Литмир - Электронная Библиотека
A
A

Величаво и строго держится г-жа Накамура. Высокая, седовласая, стройная, в элегантном кимоно, если так возможно охарактеризовать этот национальный костюм; кимоно — эстетический синоним элегантности, олицетворение национального вкуса. Поэтесса — почетный гость Советского павильона. Ее встречают, как всех почетных гостей. Около двух часов я знакомлю поэтессу с достопримечательностями павильона. Ей нравится здесь. Она сдержанна и немногословна, как сдержанны, но полны скрытой жизни ее трехстишия. Молодежь почтительно сопровождает г-жу Накамура. День ее строго расписан. Но как не задержаться у этих необычных экспонатов — черновиков великих творений, ручки Толстого, которой писались страницы «Анны Карениной», бумажника Достоевского, пенсне Чехова, фильмов о живом Толстом, о Маяковском, о Шолохове?..

Ждут новые встречи, новые павильоны. Поэтесса тронута любезностью советских людей и, видимо, поражена увиденным, но сдержанность — ее вторая натура — не дает воли чувствам.
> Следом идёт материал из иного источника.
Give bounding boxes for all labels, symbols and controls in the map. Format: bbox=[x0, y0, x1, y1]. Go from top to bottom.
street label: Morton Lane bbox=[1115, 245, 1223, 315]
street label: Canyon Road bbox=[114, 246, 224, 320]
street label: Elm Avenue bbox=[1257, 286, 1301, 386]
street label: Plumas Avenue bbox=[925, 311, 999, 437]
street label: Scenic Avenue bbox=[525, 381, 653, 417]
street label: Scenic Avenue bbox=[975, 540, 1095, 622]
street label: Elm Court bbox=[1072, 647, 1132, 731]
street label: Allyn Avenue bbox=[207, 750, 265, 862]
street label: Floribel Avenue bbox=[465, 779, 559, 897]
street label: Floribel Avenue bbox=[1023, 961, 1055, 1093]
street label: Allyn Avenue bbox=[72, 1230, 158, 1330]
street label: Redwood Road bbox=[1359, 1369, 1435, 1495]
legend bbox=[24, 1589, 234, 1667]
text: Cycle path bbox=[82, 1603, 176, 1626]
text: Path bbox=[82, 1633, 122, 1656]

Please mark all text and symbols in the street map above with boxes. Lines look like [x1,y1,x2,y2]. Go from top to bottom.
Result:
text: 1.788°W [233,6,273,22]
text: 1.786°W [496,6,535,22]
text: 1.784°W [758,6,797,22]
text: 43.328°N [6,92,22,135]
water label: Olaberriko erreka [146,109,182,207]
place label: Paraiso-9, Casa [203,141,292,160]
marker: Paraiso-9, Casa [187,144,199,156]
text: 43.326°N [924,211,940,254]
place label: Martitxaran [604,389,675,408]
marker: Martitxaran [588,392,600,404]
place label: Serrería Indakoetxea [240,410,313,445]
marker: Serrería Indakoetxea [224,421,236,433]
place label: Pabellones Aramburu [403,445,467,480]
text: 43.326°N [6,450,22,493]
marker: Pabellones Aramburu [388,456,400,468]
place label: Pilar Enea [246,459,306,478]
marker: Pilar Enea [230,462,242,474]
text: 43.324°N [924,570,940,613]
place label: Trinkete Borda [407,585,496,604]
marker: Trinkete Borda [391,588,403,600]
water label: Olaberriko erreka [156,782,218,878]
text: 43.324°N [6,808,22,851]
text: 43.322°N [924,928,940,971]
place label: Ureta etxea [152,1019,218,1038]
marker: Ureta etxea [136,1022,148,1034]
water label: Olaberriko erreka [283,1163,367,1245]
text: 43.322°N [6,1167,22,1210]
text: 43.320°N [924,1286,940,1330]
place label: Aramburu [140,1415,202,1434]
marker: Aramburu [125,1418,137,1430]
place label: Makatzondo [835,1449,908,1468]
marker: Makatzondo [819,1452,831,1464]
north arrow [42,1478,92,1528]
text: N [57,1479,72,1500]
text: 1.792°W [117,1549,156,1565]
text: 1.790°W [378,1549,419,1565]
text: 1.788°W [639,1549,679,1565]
Поэтесса благодарит, и я, пожалуй, впервые замечаю, как легкая тень человеческой теплоты меняет ее холодный, недоступный облик. Я вижу ее такой, как на портрете в «Трехстишиях Накамура Тэйдзё» — ласковая улыбка, добрые огоньки в черных глазах, проникающие сквозь стекла очков. Эту книгу и письмо с выражением благодарности поэтесса прислала мне вскоре после посещения павильона.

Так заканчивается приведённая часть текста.